Input data section start

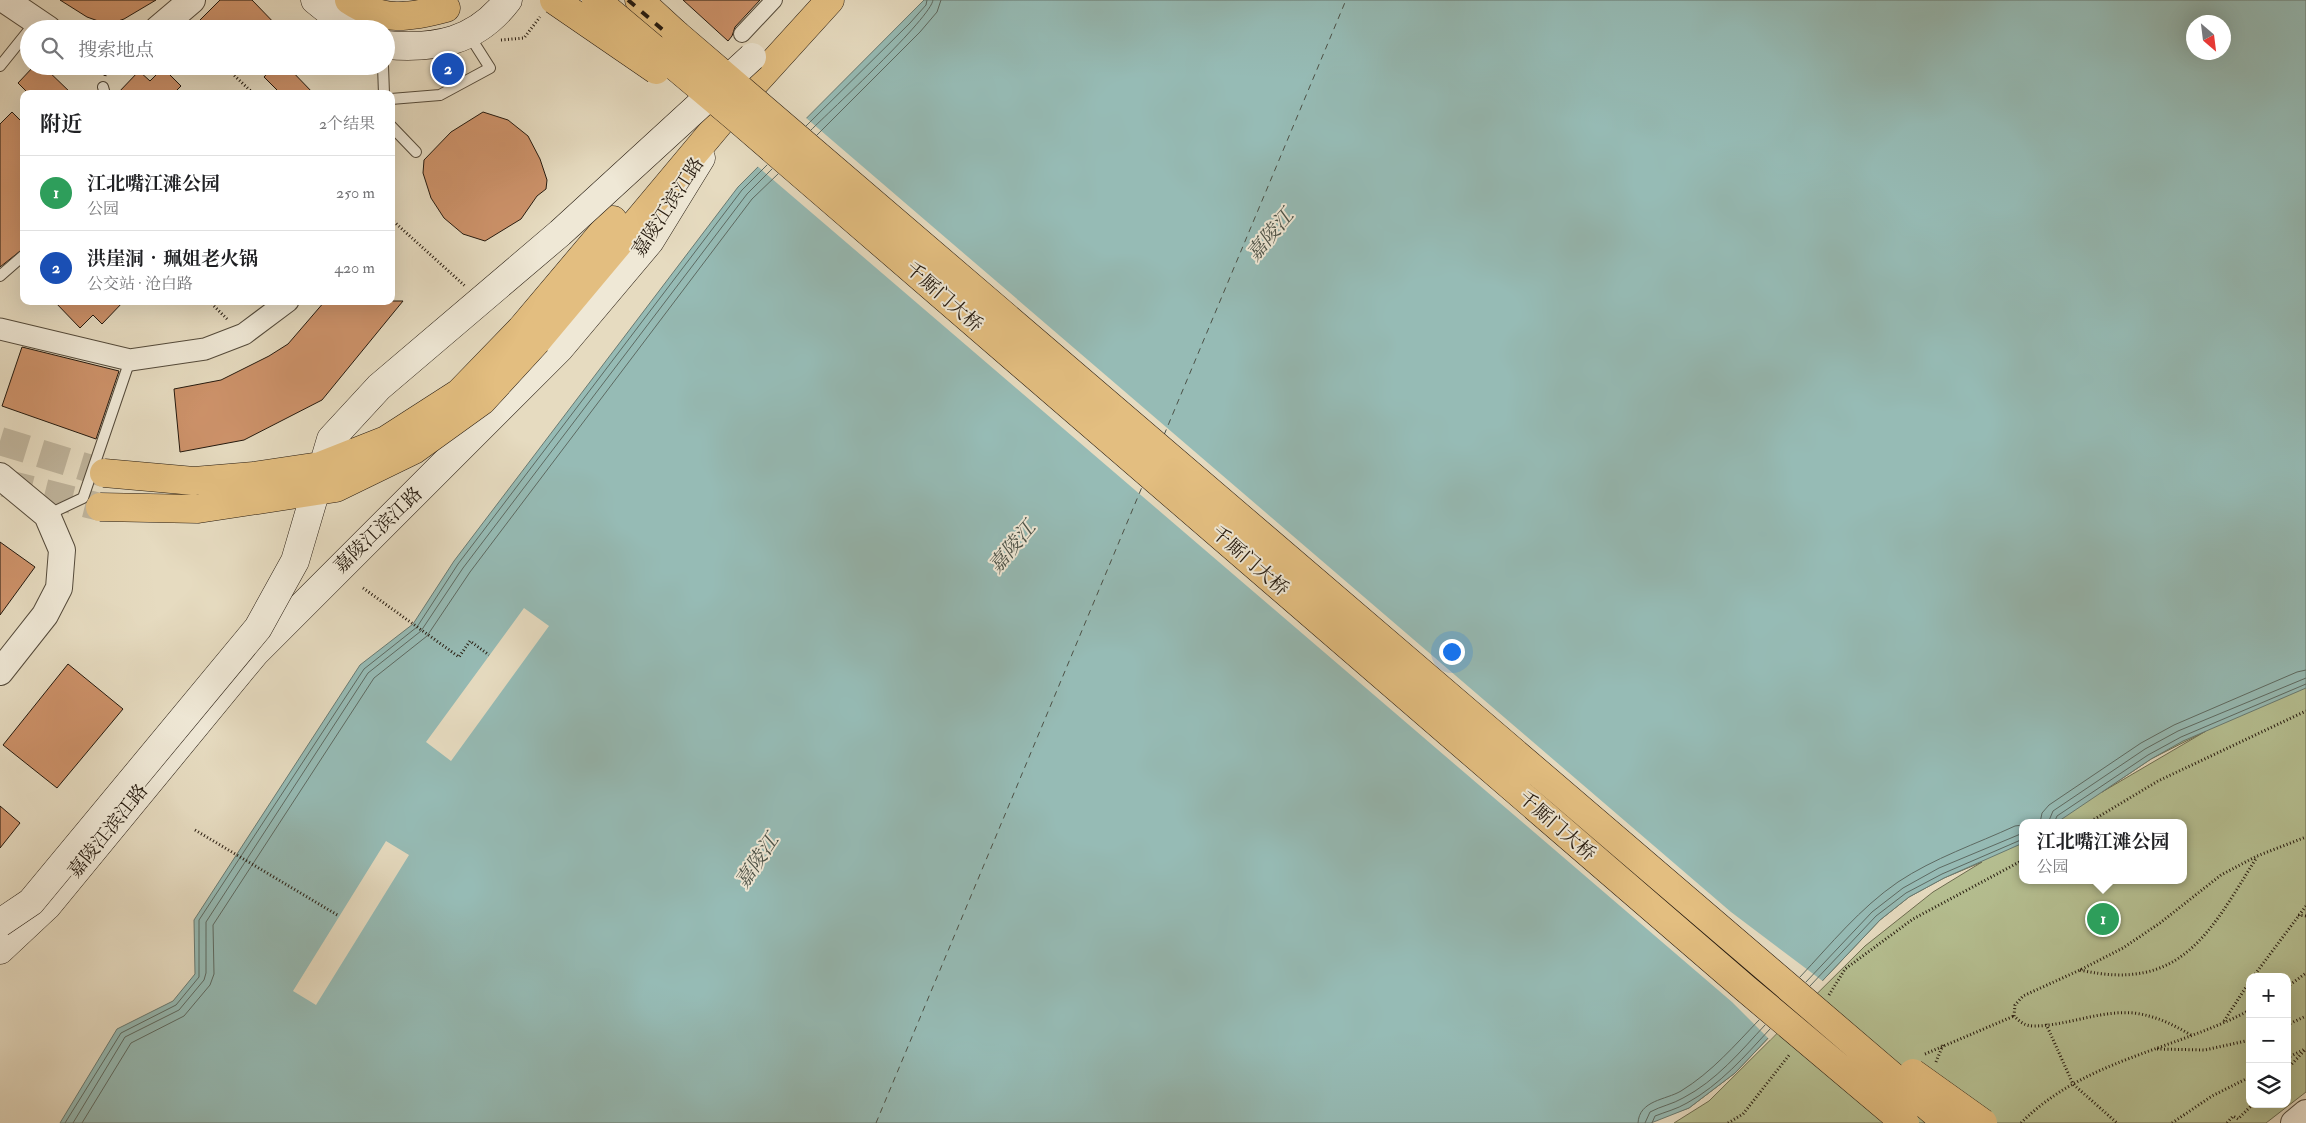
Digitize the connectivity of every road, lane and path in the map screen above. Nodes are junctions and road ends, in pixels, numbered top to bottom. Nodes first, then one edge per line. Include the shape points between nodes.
1 (5, 0) edge
2 (192, 0) edge
3 (315, 0) edge
4 (349, 0) edge
5 (508, 0) edge
6 (596, 0) edge
7 (639, 0) edge
8 (774, 0) edge
9 (804, 0) edge
10 (830, 0) edge
11 (446, 8) dead end
12 (548, 8) edge
13 (27, 20) edge
14 (169, 20) edge
15 (340, 20) edge
16 (469, 35) junction
17 (498, 40) dead end
18 (20, 44) edge
19 (395, 45) edge
20 (747, 46) junction
21 (0, 66) edge
22 (234, 75) edge
23 (383, 75) edge
24 (250, 90) edge
25 (384, 90) edge
26 (395, 99) edge
27 (733, 112) junction
28 (395, 130) edge
29 (416, 152) dead end
30 (395, 223) edge
31 (20, 258) edge
32 (0, 276) edge
33 (469, 290) dead end
34 (213, 305) edge
35 (283, 305) edge
36 (0, 329) edge
37 (244, 334) junction
38 (130, 360) junction
39 (104, 473) tunnel mouth
40 (0, 476) edge
41 (100, 507) tunnel mouth
42 (47, 515) junction
43 (295, 562) junction
44 (336, 570) junction
45 (363, 588) dead end
46 (489, 655) dead end
47 (0, 672) edge
48 (2306, 711) edge
49 (2095, 819) edge
50 (195, 830) dead end
51 (2306, 837) edge
52 (2257, 856) junction
53 (2019, 862) edge
54 (2306, 906) edge
55 (2298, 915) junction
56 (339, 916) dead end
57 (2306, 916) edge
58 (2, 944) edge
59 (1764, 967) junction
60 (1845, 969) dead end
61 (2080, 970) junction
62 (2256, 973) edge
63 (2306, 973) edge
64 (2291, 985) edge
65 (2246, 987) edge
66 (1746, 989) junction
67 (2246, 1012) edge
68 (2014, 1016) junction
69 (2306, 1016) edge
70 (2224, 1022) junction
71 (2291, 1023) edge
72 (2046, 1024) junction
73 (2191, 1035) junction
74 (2246, 1041) edge
75 (2154, 1049) junction
76 (2306, 1049) edge
77 (2291, 1056) edge
78 (1919, 1057) dead end
79 (2291, 1065) edge
80 (2246, 1079) edge
81 (2073, 1084) junction
82 (2249, 1108) edge
83 (2306, 1114) edge
84 (1877, 1123) edge
85 (1905, 1123) edge
86 (1947, 1123) edge
87 (1983, 1123) edge
88 (2021, 1123) edge
89 (2117, 1123) edge
90 (2172, 1123) edge
91 (2227, 1123) edge
92 (2294, 1123) edge

1 - 13 street
2 - 14 street
3 - 15 main road
4 - 11 main road via 363,9 393,17 414,16
5 - 16 main road via 490,21
6 - 27 main road, 千厮门大桥, bridge
7 - 59 main road, 千厮门大桥, bridge via 750,99
8 - 20 street
9 - 20 main road, 嘉陵江滨江路
10 - 27 main road, 嘉陵江滨江路
12 - 17 path via 524,38
12 - 27 main road, bridge
16 - 19 main road via 441,44
16 - 26 lane via 490,68 440,95
18 - 21 lane
20 - 39 main road, 嘉陵江滨江路, bridge via 521,329 459,393 386,440 320,466 194,481
20 - 43 main road, 嘉陵江滨江路, bridge via 560,232 379,387 331,439
22 - 24 path
23 - 25 lane
27 - 41 main road, 嘉陵江滨江路, bridge via 482,401 414,450 336,488 198,509
27 - 44 main road, 嘉陵江滨江路 via 650,240 560,348
27 - 66 main road, 千厮门大桥, bridge
28 - 29 lane
30 - 33 path
31 - 32 lane
34 - 37 path
35 - 37 street
36 - 38 street
37 - 38 street via 205,349
38 - 42 lane via 83,498
40 - 42 street
42 - 47 street via 62,550 59,588 45,615
43 - 44 main road via 307,577
43 - 58 main road, 嘉陵江滨江路, bridge via 258,628 31,902
44 - 58 main road, 嘉陵江滨江路 via 255,653 47,906
45 - 46 path via 459,657 470,641
48 - 49 path via 2158,781
50 - 56 path
51 - 52 path
52 - 61 path via 2221,875 2122,948
52 - 61 path via 2217,922 2182,956 2160,968 2133,976 2106,976
53 - 60 path via 1913,919
54 - 55 path
55 - 57 path
55 - 62 path
59 - 86 main road, 千厮门大桥, bridge
59 - 87 main road, bridge
61 - 68 path via 2023,996 2016,1004
63 - 64 path
65 - 70 path
66 - 84 main road, bridge
66 - 85 main road, 千厮门大桥, bridge
67 - 70 path
68 - 72 path via 2022,1024
68 - 78 path
69 - 71 path
70 - 73 path
72 - 73 path via 2096,1015 2132,1013 2160,1018
72 - 81 path
73 - 75 path
74 - 75 path via 2205,1050
75 - 81 path
76 - 77 path
76 - 79 path
80 - 90 path via 2212,1096
81 - 88 path via 2058,1092
81 - 89 path
82 - 91 path via 2238,1119 2233,1116
83 - 92 street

Input data section end

_Directions for this task:_ Where a record above holds a picture, drop the picture and print the rest exactly.

_Answer below:_
Digitize the connectivity of every road, lane and path in the map screen above. Nodes are junctions and road ends, in pixels, numbered top to bottom. Nodes first, then one edge per line. Include the shape points between nodes.
1 (5, 0) edge
2 (192, 0) edge
3 (315, 0) edge
4 (349, 0) edge
5 (508, 0) edge
6 (596, 0) edge
7 (639, 0) edge
8 (774, 0) edge
9 (804, 0) edge
10 (830, 0) edge
11 (446, 8) dead end
12 (548, 8) edge
13 (27, 20) edge
14 (169, 20) edge
15 (340, 20) edge
16 (469, 35) junction
17 (498, 40) dead end
18 (20, 44) edge
19 (395, 45) edge
20 (747, 46) junction
21 (0, 66) edge
22 (234, 75) edge
23 (383, 75) edge
24 (250, 90) edge
25 (384, 90) edge
26 (395, 99) edge
27 (733, 112) junction
28 (395, 130) edge
29 (416, 152) dead end
30 (395, 223) edge
31 (20, 258) edge
32 (0, 276) edge
33 (469, 290) dead end
34 (213, 305) edge
35 (283, 305) edge
36 (0, 329) edge
37 (244, 334) junction
38 (130, 360) junction
39 (104, 473) tunnel mouth
40 (0, 476) edge
41 (100, 507) tunnel mouth
42 (47, 515) junction
43 (295, 562) junction
44 (336, 570) junction
45 (363, 588) dead end
46 (489, 655) dead end
47 (0, 672) edge
48 (2306, 711) edge
49 (2095, 819) edge
50 (195, 830) dead end
51 (2306, 837) edge
52 (2257, 856) junction
53 (2019, 862) edge
54 (2306, 906) edge
55 (2298, 915) junction
56 (339, 916) dead end
57 (2306, 916) edge
58 (2, 944) edge
59 (1764, 967) junction
60 (1845, 969) dead end
61 (2080, 970) junction
62 (2256, 973) edge
63 (2306, 973) edge
64 (2291, 985) edge
65 (2246, 987) edge
66 (1746, 989) junction
67 (2246, 1012) edge
68 (2014, 1016) junction
69 (2306, 1016) edge
70 (2224, 1022) junction
71 (2291, 1023) edge
72 (2046, 1024) junction
73 (2191, 1035) junction
74 (2246, 1041) edge
75 (2154, 1049) junction
76 (2306, 1049) edge
77 (2291, 1056) edge
78 (1919, 1057) dead end
79 (2291, 1065) edge
80 (2246, 1079) edge
81 (2073, 1084) junction
82 (2249, 1108) edge
83 (2306, 1114) edge
84 (1877, 1123) edge
85 (1905, 1123) edge
86 (1947, 1123) edge
87 (1983, 1123) edge
88 (2021, 1123) edge
89 (2117, 1123) edge
90 (2172, 1123) edge
91 (2227, 1123) edge
92 (2294, 1123) edge

1 - 13 street
2 - 14 street
3 - 15 main road
4 - 11 main road via 363,9 393,17 414,16
5 - 16 main road via 490,21
6 - 27 main road, 千厮门大桥, bridge
7 - 59 main road, 千厮门大桥, bridge via 750,99
8 - 20 street
9 - 20 main road, 嘉陵江滨江路
10 - 27 main road, 嘉陵江滨江路
12 - 17 path via 524,38
12 - 27 main road, bridge
16 - 19 main road via 441,44
16 - 26 lane via 490,68 440,95
18 - 21 lane
20 - 39 main road, 嘉陵江滨江路, bridge via 521,329 459,393 386,440 320,466 194,481
20 - 43 main road, 嘉陵江滨江路, bridge via 560,232 379,387 331,439
22 - 24 path
23 - 25 lane
27 - 41 main road, 嘉陵江滨江路, bridge via 482,401 414,450 336,488 198,509
27 - 44 main road, 嘉陵江滨江路 via 650,240 560,348
27 - 66 main road, 千厮门大桥, bridge
28 - 29 lane
30 - 33 path
31 - 32 lane
34 - 37 path
35 - 37 street
36 - 38 street
37 - 38 street via 205,349
38 - 42 lane via 83,498
40 - 42 street
42 - 47 street via 62,550 59,588 45,615
43 - 44 main road via 307,577
43 - 58 main road, 嘉陵江滨江路, bridge via 258,628 31,902
44 - 58 main road, 嘉陵江滨江路 via 255,653 47,906
45 - 46 path via 459,657 470,641
48 - 49 path via 2158,781
50 - 56 path
51 - 52 path
52 - 61 path via 2221,875 2122,948
52 - 61 path via 2217,922 2182,956 2160,968 2133,976 2106,976
53 - 60 path via 1913,919
54 - 55 path
55 - 57 path
55 - 62 path
59 - 86 main road, 千厮门大桥, bridge
59 - 87 main road, bridge
61 - 68 path via 2023,996 2016,1004
63 - 64 path
65 - 70 path
66 - 84 main road, bridge
66 - 85 main road, 千厮门大桥, bridge
67 - 70 path
68 - 72 path via 2022,1024
68 - 78 path
69 - 71 path
70 - 73 path
72 - 73 path via 2096,1015 2132,1013 2160,1018
72 - 81 path
73 - 75 path
74 - 75 path via 2205,1050
75 - 81 path
76 - 77 path
76 - 79 path
80 - 90 path via 2212,1096
81 - 88 path via 2058,1092
81 - 89 path
82 - 91 path via 2238,1119 2233,1116
83 - 92 street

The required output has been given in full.